Where a line in the listing contains the string "every", copy that line out.

> _Data for review_:
------------------------------------------------

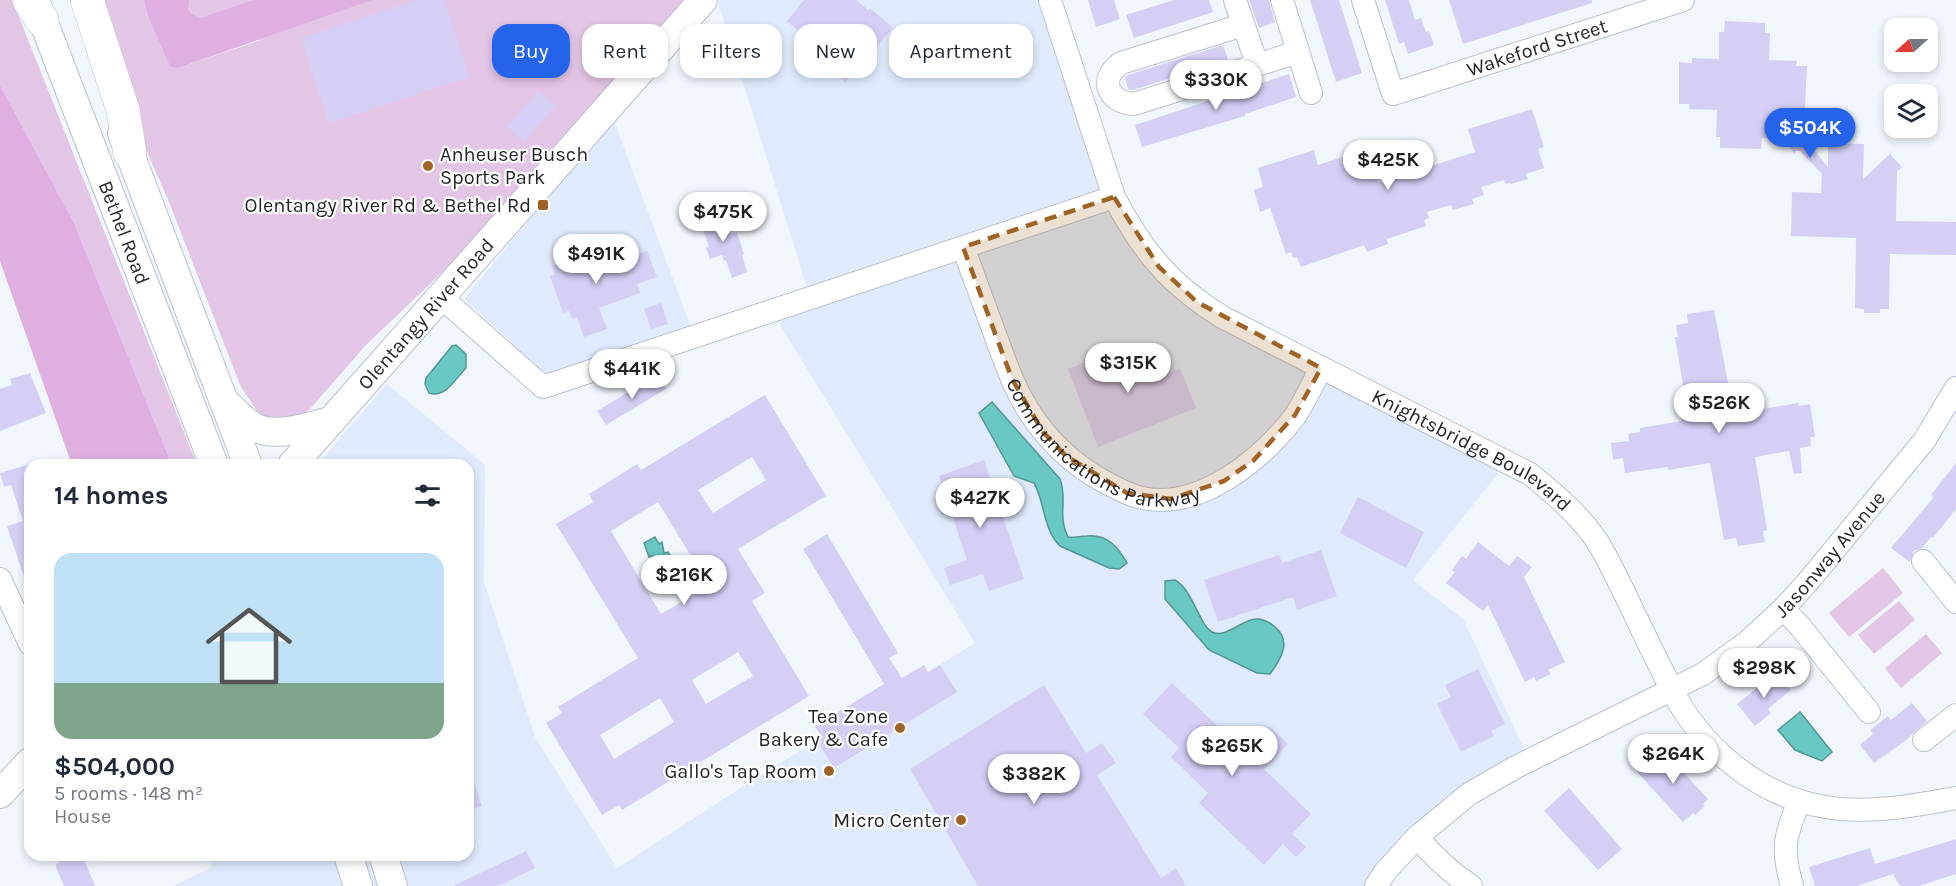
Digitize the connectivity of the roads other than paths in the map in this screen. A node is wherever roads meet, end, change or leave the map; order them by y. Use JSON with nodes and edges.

------------------------------------------------

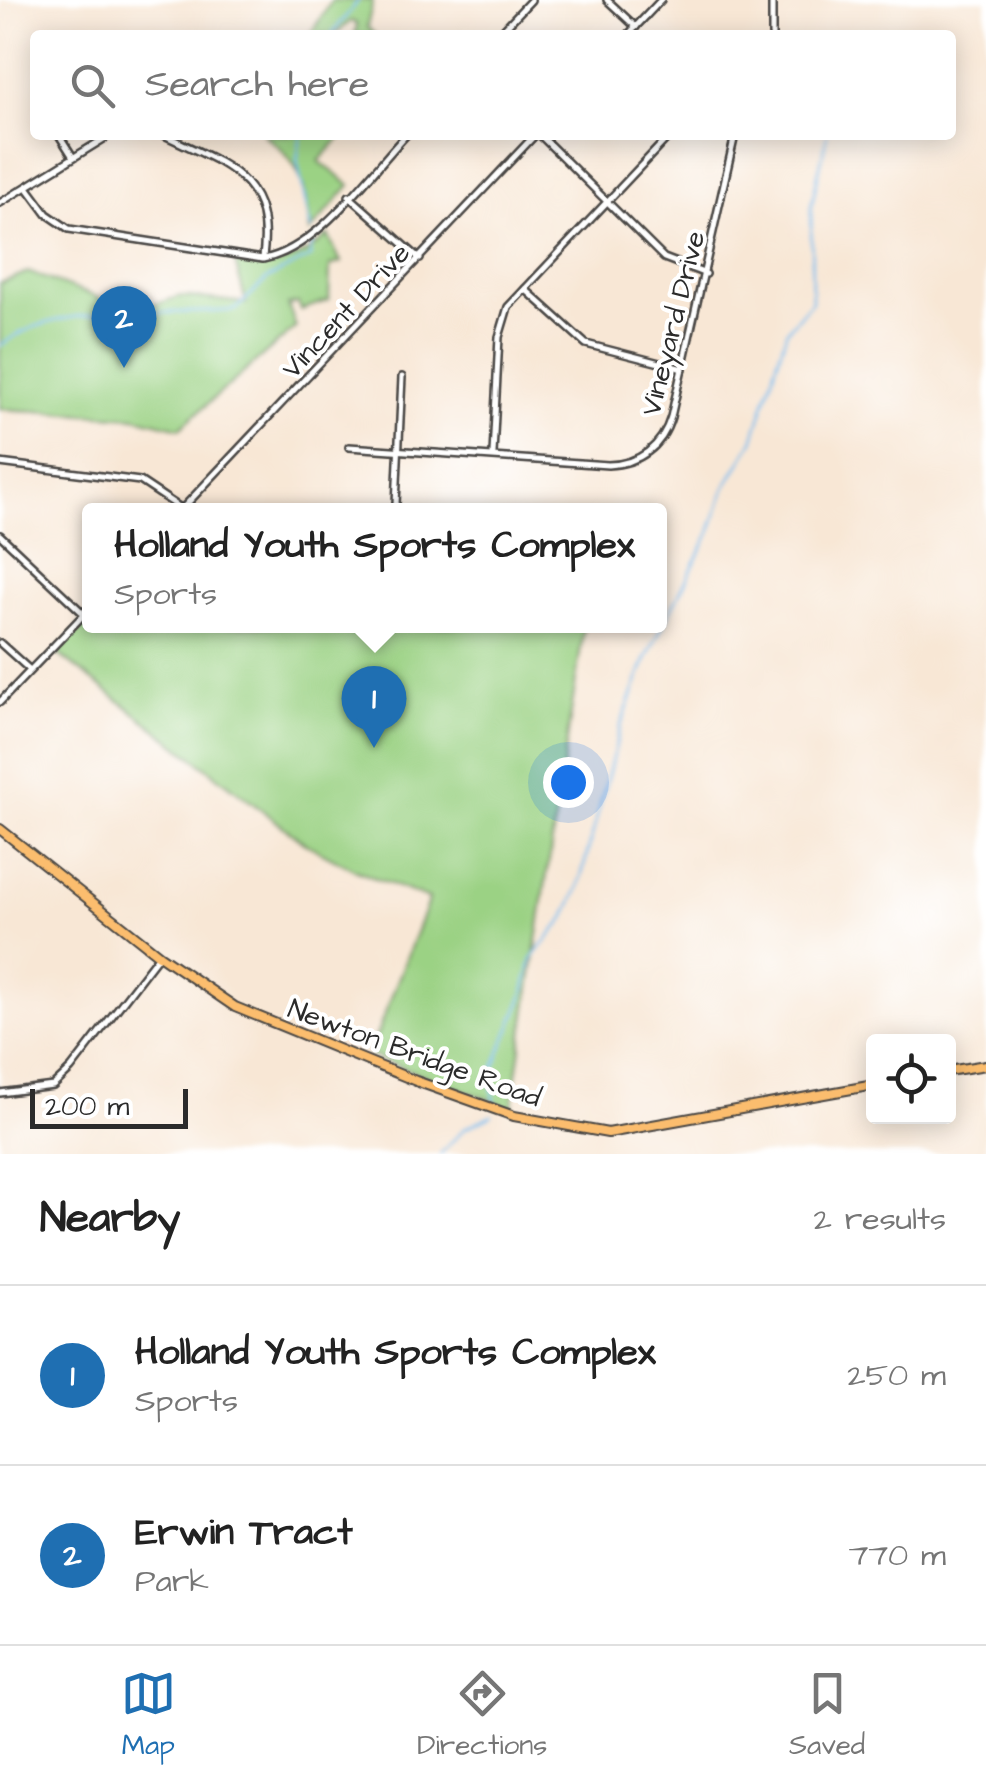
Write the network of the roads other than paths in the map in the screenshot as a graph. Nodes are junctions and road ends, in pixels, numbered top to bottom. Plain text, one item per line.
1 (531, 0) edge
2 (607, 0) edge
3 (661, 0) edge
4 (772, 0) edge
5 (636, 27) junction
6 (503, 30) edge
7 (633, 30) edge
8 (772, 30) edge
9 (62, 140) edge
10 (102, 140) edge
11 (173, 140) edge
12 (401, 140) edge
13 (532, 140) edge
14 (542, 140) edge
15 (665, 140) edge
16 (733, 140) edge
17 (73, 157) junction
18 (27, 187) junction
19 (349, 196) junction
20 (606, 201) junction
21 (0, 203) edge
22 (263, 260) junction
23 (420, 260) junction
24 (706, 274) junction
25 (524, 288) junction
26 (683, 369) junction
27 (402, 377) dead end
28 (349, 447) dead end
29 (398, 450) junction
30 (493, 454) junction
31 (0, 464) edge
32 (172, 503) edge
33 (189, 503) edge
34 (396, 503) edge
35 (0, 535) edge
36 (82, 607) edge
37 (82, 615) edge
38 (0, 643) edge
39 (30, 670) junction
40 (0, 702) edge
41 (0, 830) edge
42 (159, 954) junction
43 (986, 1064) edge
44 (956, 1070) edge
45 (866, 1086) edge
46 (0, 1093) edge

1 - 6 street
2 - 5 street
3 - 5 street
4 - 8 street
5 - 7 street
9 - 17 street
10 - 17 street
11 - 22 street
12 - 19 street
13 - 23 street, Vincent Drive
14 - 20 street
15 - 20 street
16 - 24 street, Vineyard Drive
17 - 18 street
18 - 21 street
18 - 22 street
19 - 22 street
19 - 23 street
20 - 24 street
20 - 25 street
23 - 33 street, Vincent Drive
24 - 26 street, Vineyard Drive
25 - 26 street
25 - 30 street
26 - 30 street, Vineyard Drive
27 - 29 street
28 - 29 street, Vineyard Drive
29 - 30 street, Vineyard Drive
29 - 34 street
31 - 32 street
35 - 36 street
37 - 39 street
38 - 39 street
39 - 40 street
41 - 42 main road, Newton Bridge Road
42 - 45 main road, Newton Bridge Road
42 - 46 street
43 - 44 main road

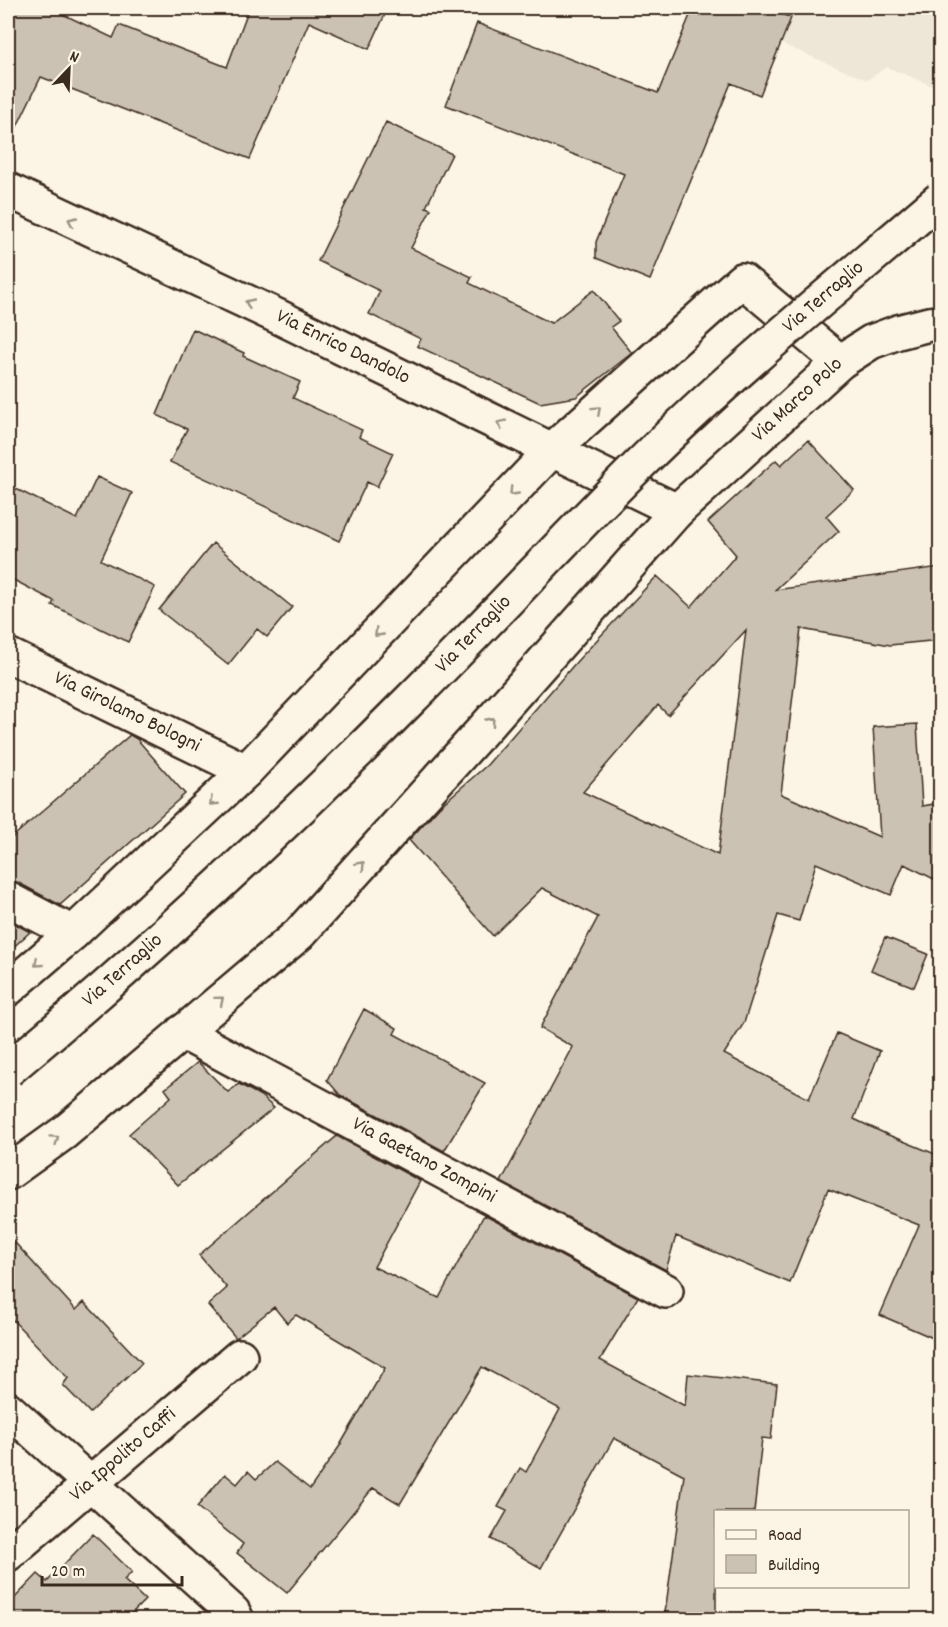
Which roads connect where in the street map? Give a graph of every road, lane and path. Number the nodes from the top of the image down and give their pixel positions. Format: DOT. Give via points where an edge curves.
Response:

------------------------------------------------

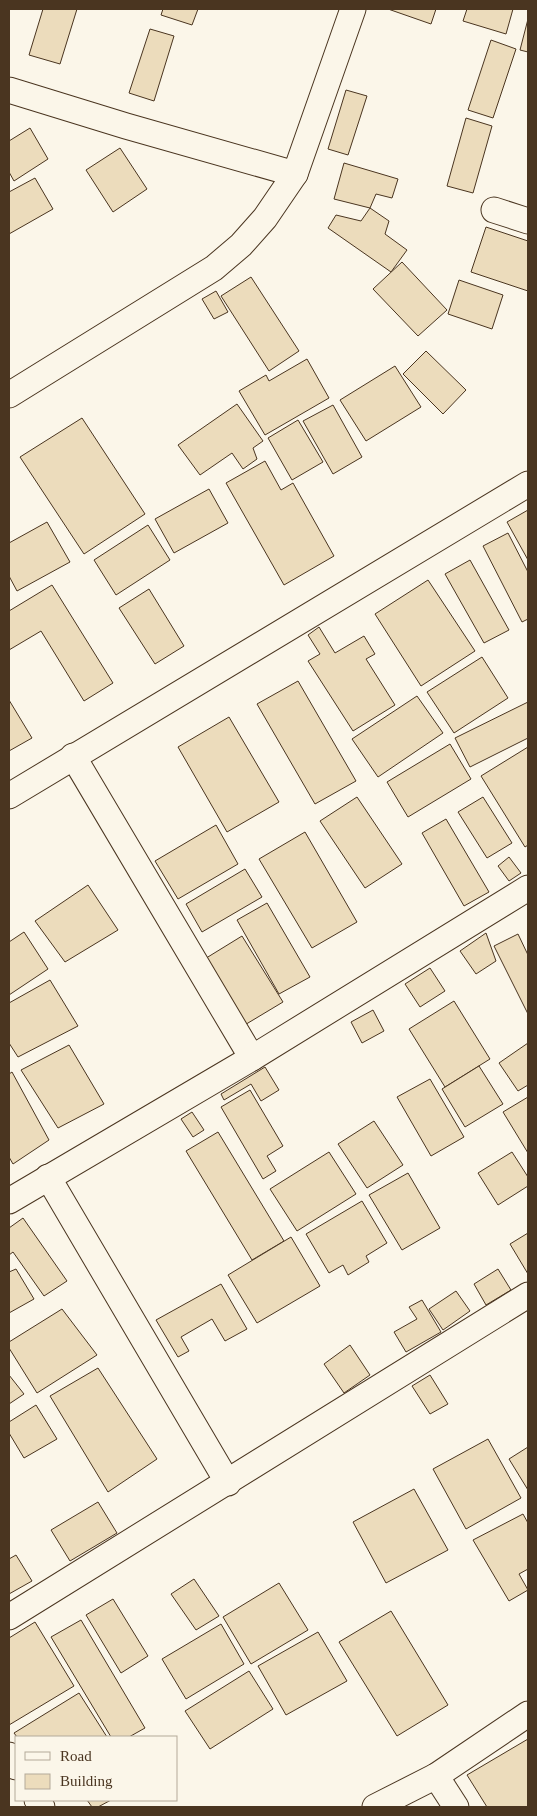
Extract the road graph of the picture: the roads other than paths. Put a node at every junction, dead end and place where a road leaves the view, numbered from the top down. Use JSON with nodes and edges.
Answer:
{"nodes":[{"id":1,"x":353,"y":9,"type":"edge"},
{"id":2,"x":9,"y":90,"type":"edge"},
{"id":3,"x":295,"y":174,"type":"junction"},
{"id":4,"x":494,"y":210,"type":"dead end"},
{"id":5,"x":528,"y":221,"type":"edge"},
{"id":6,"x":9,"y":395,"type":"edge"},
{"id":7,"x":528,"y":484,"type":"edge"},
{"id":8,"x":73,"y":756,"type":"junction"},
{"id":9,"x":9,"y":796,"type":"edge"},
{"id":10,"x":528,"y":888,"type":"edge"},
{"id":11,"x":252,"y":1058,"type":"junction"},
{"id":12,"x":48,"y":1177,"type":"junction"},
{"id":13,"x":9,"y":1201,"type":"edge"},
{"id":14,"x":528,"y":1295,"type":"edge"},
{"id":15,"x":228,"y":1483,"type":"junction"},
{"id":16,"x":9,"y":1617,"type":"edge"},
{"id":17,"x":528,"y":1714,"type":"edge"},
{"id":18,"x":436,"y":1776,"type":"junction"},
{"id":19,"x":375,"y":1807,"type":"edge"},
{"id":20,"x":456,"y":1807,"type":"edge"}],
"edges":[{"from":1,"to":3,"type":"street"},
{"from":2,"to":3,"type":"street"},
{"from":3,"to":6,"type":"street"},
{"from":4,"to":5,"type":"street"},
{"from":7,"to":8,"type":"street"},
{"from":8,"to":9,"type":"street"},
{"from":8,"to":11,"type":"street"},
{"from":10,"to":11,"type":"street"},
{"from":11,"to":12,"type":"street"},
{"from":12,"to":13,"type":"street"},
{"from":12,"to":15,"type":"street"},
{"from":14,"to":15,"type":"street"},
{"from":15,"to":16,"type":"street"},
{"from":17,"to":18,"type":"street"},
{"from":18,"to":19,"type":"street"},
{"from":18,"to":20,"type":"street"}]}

------------------------------------------------

> _Answer section_:
Which roads connect where in the street map? Give a graph of every road, lane and path. Number the nodes from the top of the image down and give their pixel positions. Format: DOT. Give via points where an edge curves.
Extract the road graph of the picture: the roads other than paths. Put a node at every junction, dead end and place where a road leaves the view, numbered from the top down. Use JSON with nodes and edges.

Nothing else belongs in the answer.